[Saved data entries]
Content starts

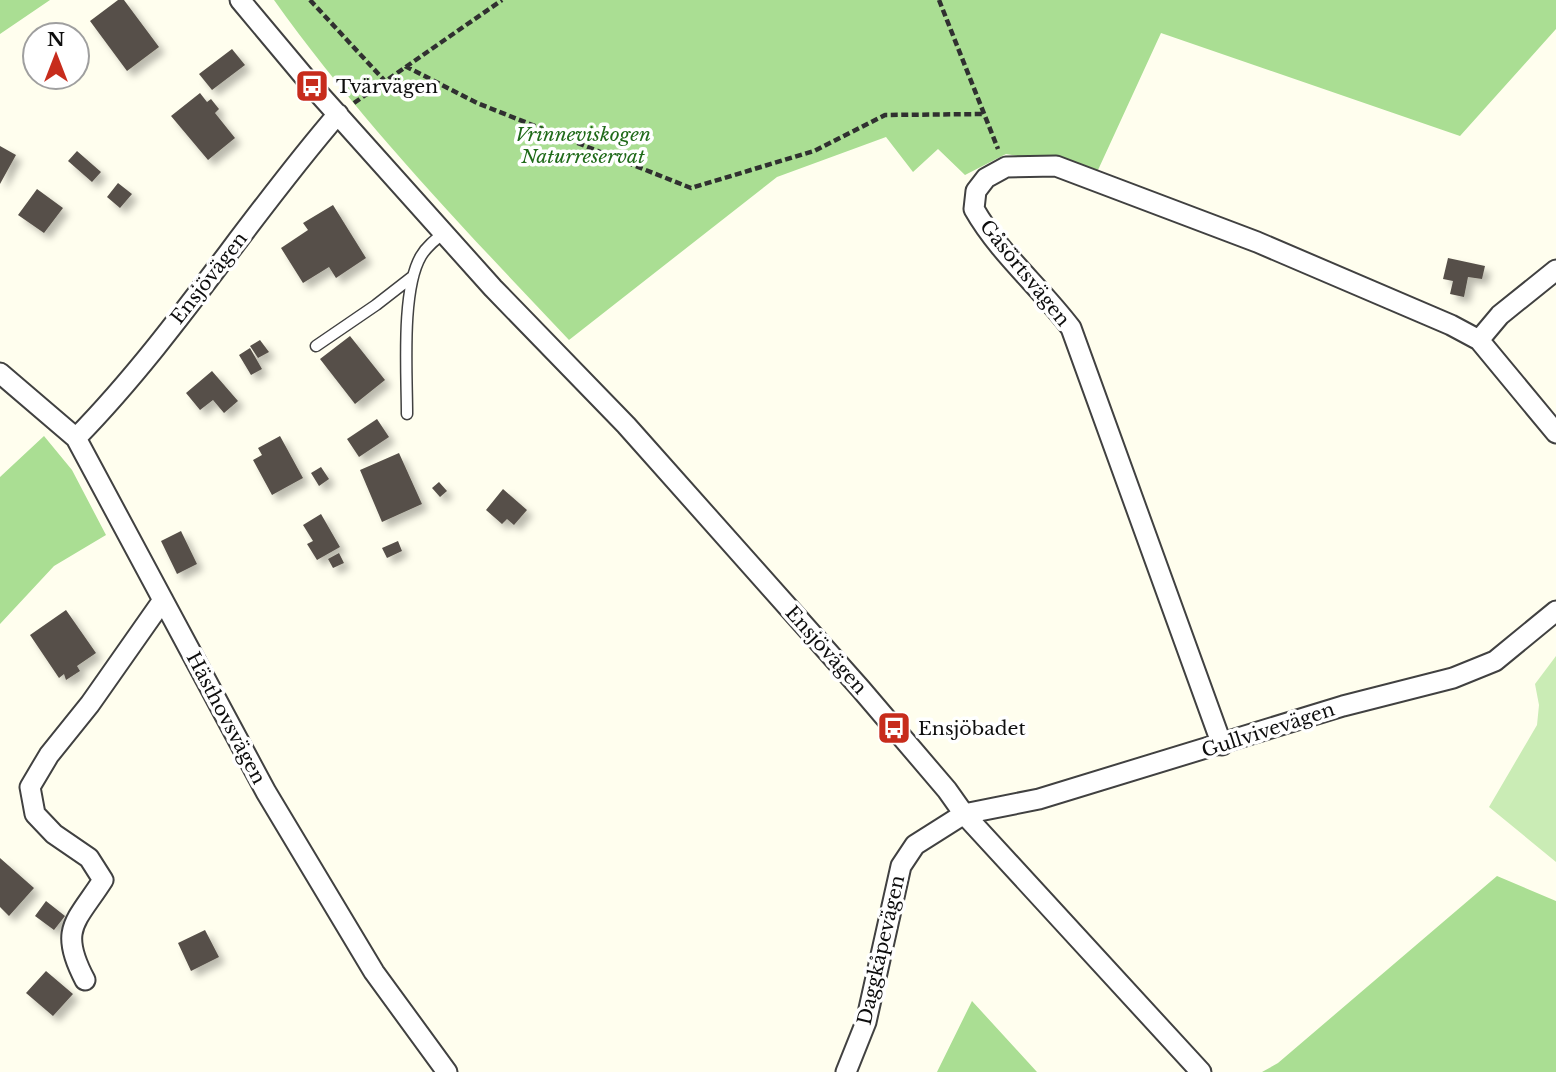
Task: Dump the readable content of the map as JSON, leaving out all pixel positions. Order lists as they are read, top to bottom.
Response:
{
  "streets": {
    "street": [
      "Gåsörtsvägen",
      "Ensjövägen",
      "Hästhovsvägen",
      "Gullvivevägen",
      "Daggkåpevägen"
    ]
  },
  "crossings": [
    ["Gåsörtsvägen", "Gullvivevägen"],
    ["Ensjövägen", "Hästhovsvägen"],
    ["Ensjövägen", "Gullvivevägen"],
    ["Ensjövägen", "Daggkåpevägen"],
    ["Gullvivevägen", "Daggkåpevägen"]
  ],
  "parks": ["Vrinneviskogen Naturreservat"],
  "places": {
    "bus stop": ["Tvärvägen", "Ensjöbadet"]
  },
  "north": "top"
}
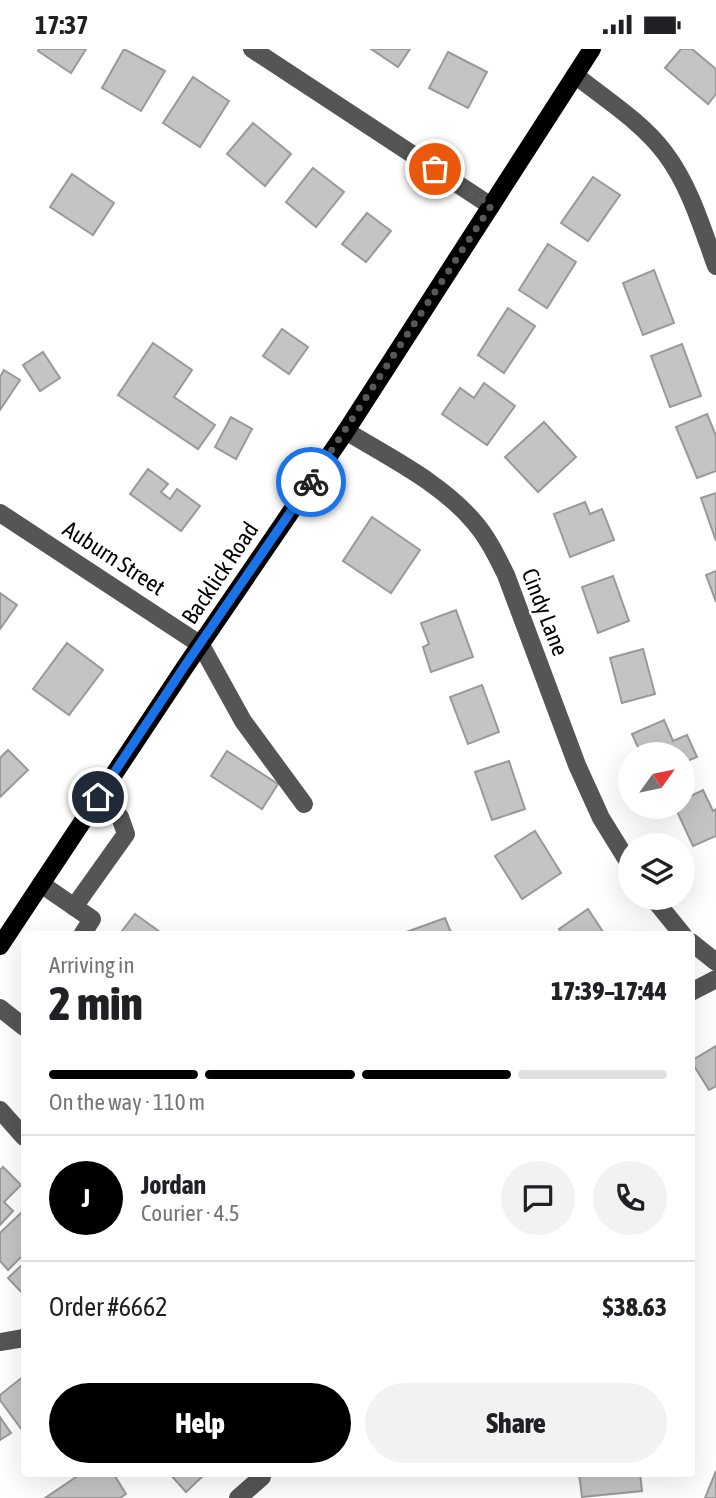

Content ends

__Problem__
Exact copy, no pictures: write out all the records above.

__Exercise output__
Task: Dump the readable content of the map as JSON, leaving out all pixel positions. Order lists as they are read, top to bottom.
Response:
{
  "streets": {
    "street": [
      "Gåsörtsvägen",
      "Ensjövägen",
      "Hästhovsvägen",
      "Gullvivevägen",
      "Daggkåpevägen"
    ]
  },
  "crossings": [
    ["Gåsörtsvägen", "Gullvivevägen"],
    ["Ensjövägen", "Hästhovsvägen"],
    ["Ensjövägen", "Gullvivevägen"],
    ["Ensjövägen", "Daggkåpevägen"],
    ["Gullvivevägen", "Daggkåpevägen"]
  ],
  "parks": ["Vrinneviskogen Naturreservat"],
  "places": {
    "bus stop": ["Tvärvägen", "Ensjöbadet"]
  },
  "north": "top"
}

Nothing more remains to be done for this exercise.